I am so lazy! To blog! on this blog! this blog is so boring it no longer interests me! There once was a time when I freaked out on Ryan when he deleted my post. lmao. because I treasure everything I type down. It's a document of my feelings and state of mind at the point of blogging! Now I don't even care.

I guess having a boyfriend changed me in different ways. With my exes, I wasn't easily jealous. Quite low maintenance, I don't tell them everything and don't want to. And I was mature. Damn right. If you were a playboy, I am your perfect gf. Because I don't feel the need to check up on you so it'd be pretty easy to cheat on me. And if I ever found out, I'd dump you and delete you from my life. No drama. I'm sure my exes appreciate me. And probably found me boring. Of course Ryan was an exception(and full of drama), I love him to bits. he was the best online friend once can ask for, it's just too bad fate has other plans. so we kinda remain at that.

And then I realised, I've... never really been dumped. I kinda initiated the breakups. Which is disturbing, because usually the girl gets dumped right?

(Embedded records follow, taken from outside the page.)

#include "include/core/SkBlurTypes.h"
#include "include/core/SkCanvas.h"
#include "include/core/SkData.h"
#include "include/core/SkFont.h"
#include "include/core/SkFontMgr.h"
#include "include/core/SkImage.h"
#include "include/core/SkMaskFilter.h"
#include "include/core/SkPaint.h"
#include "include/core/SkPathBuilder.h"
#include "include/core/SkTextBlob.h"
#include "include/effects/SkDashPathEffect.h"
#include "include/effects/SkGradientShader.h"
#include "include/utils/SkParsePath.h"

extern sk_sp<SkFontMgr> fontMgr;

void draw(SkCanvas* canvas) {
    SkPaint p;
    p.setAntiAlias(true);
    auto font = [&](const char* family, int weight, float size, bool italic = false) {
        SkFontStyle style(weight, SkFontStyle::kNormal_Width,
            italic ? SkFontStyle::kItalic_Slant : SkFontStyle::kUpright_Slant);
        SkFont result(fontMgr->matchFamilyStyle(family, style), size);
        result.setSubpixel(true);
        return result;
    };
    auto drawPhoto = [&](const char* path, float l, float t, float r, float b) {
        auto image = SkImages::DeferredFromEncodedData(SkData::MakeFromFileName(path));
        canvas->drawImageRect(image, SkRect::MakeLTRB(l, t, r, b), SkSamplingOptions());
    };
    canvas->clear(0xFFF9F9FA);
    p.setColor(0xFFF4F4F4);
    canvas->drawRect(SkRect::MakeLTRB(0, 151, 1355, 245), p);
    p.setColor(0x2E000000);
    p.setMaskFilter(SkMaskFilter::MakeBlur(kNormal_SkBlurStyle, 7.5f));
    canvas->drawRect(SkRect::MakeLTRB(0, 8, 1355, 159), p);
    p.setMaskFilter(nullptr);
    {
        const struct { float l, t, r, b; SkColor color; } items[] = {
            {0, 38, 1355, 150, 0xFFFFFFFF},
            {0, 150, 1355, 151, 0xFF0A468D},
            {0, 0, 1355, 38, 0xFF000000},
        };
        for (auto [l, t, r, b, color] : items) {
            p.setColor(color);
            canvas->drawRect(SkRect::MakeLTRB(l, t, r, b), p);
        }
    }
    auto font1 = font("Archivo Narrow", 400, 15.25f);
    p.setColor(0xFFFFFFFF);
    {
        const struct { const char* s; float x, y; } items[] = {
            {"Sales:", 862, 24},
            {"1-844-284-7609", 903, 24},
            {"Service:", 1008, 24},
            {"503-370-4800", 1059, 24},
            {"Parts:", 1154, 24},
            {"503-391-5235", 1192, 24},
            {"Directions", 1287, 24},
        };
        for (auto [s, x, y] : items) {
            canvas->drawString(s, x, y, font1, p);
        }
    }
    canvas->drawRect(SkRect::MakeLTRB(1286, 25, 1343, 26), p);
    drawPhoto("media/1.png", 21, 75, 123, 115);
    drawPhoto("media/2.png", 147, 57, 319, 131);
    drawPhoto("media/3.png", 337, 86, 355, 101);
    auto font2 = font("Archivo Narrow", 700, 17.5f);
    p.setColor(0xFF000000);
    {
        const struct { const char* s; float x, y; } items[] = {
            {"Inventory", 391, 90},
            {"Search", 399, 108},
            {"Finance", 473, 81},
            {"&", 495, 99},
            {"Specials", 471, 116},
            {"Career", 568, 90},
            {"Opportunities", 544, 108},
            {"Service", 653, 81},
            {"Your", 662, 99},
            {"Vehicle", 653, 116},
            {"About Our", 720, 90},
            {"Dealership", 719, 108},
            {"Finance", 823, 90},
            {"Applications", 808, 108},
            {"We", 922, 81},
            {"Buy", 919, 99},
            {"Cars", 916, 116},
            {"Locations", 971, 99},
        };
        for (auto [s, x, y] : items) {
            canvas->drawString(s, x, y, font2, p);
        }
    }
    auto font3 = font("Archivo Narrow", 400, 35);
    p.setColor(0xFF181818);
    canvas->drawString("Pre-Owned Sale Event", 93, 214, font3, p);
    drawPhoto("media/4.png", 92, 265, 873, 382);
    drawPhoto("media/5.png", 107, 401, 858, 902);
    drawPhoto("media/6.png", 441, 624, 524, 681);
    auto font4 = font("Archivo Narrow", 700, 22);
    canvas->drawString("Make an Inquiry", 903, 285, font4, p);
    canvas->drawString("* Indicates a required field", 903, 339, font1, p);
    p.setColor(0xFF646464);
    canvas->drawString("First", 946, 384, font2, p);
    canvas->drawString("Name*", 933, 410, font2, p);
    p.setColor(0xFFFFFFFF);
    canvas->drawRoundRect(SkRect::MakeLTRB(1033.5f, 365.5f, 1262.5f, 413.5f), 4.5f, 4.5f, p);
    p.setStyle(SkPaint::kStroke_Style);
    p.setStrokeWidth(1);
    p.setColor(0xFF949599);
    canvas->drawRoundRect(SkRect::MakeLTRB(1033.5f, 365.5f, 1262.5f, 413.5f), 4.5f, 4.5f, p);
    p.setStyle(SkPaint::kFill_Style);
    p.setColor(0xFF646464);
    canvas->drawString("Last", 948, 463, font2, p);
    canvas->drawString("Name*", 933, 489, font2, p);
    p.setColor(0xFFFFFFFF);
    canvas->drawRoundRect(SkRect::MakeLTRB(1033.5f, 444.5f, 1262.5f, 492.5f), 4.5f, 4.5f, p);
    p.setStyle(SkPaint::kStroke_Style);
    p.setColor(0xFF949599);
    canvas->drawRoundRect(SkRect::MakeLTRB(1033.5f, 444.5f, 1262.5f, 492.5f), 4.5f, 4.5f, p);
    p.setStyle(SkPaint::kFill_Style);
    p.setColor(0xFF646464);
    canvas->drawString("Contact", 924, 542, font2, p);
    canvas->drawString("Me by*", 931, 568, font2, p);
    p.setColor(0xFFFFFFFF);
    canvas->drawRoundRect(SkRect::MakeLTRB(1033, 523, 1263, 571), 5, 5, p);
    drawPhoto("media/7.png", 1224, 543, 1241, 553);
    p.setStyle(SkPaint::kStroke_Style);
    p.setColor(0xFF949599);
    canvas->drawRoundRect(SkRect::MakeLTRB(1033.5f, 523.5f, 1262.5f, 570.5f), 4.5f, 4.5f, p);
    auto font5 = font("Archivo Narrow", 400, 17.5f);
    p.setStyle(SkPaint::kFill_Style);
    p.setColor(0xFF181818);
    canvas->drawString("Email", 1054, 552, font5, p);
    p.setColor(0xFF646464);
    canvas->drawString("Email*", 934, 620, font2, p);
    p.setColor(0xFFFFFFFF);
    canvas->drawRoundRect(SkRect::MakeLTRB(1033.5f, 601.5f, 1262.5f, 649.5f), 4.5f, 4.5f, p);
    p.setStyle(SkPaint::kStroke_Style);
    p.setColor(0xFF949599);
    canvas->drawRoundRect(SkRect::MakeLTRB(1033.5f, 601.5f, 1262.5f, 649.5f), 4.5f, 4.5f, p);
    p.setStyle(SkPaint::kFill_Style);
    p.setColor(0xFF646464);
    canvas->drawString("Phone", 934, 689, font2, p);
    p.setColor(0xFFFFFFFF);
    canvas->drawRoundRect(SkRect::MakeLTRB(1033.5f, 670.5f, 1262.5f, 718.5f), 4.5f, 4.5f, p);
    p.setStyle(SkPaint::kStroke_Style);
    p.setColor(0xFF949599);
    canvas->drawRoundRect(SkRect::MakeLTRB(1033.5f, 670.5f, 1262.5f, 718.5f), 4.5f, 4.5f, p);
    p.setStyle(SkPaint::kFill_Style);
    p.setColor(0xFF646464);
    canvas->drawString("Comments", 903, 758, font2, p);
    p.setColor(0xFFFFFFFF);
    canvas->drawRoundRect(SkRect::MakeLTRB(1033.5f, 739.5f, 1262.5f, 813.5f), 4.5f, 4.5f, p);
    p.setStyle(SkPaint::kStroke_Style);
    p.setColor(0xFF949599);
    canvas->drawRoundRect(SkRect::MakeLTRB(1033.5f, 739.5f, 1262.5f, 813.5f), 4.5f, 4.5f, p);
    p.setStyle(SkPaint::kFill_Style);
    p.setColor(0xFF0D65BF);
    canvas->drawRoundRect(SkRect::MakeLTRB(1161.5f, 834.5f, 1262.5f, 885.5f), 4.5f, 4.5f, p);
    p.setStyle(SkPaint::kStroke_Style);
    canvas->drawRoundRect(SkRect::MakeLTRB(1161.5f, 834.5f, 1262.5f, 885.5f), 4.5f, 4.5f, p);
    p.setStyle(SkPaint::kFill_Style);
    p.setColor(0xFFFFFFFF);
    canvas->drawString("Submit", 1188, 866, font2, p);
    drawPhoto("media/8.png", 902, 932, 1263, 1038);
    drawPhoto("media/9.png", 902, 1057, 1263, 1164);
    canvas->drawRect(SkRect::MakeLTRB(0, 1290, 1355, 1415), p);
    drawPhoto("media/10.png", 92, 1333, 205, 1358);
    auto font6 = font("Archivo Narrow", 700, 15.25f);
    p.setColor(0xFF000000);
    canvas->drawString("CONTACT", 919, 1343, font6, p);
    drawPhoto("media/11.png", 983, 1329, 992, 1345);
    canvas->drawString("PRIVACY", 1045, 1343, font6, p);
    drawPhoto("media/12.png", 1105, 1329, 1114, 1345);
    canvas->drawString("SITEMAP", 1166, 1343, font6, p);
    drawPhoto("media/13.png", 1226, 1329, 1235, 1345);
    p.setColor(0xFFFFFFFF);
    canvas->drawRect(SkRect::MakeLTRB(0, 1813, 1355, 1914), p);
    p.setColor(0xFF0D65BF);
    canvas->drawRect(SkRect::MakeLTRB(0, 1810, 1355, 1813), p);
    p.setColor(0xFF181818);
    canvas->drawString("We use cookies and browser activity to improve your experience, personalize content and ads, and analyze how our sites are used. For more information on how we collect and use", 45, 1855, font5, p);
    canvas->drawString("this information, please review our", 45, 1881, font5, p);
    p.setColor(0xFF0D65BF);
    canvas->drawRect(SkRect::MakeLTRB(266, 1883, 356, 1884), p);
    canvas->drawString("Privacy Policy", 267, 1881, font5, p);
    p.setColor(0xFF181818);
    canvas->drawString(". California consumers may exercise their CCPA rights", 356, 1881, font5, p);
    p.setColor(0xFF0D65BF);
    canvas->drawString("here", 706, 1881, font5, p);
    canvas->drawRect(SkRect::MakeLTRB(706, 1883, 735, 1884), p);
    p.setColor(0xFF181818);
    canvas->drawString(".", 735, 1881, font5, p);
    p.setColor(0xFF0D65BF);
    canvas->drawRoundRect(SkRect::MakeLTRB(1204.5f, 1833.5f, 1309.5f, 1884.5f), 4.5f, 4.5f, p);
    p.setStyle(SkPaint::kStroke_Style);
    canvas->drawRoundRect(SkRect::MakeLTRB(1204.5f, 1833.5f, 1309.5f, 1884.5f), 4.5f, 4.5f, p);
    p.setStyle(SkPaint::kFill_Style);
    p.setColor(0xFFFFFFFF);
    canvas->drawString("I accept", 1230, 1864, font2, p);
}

Now, with Hokes, I get jealous and upset and the stupidest things. But of course I don't throw tantrums. I just feel them and don't do anything about them. Kinda upset with myself for being so ridiculous sometimes. Now (I still think I'm low maintenance) I tell the boyfriend everything and anything, and I expect him to do same. I absolutely HATEEEEE it when he keeps things from me (and somehow I can always tell) then I have to go all fickle and have a mental debate on whether to pry it out of him and whether it's the right time and the right thing to do blablabla. I somehow want to know what he's doing and what's going on.

It's ridiculous! When I go,"so whatcha doing now?" I mentally slap my face everytime. I DONT ASK THESE KINDA QUESTIONS WHAT HAPPENED TO ME? I'm clingy and childish and I talk with the baby voice. When I don't, the boyfriend would think there's something wrong. Which pretty much concludes that I only speak that way to the bf 24/7. I'm childish and crazy, I make random noises and say nonsense things. like,"bleble blooo. mama. rawr. you're weird. not me. weh wehhh." I would lie in bed next to him and suddenly go RAWWRRR and roll over him.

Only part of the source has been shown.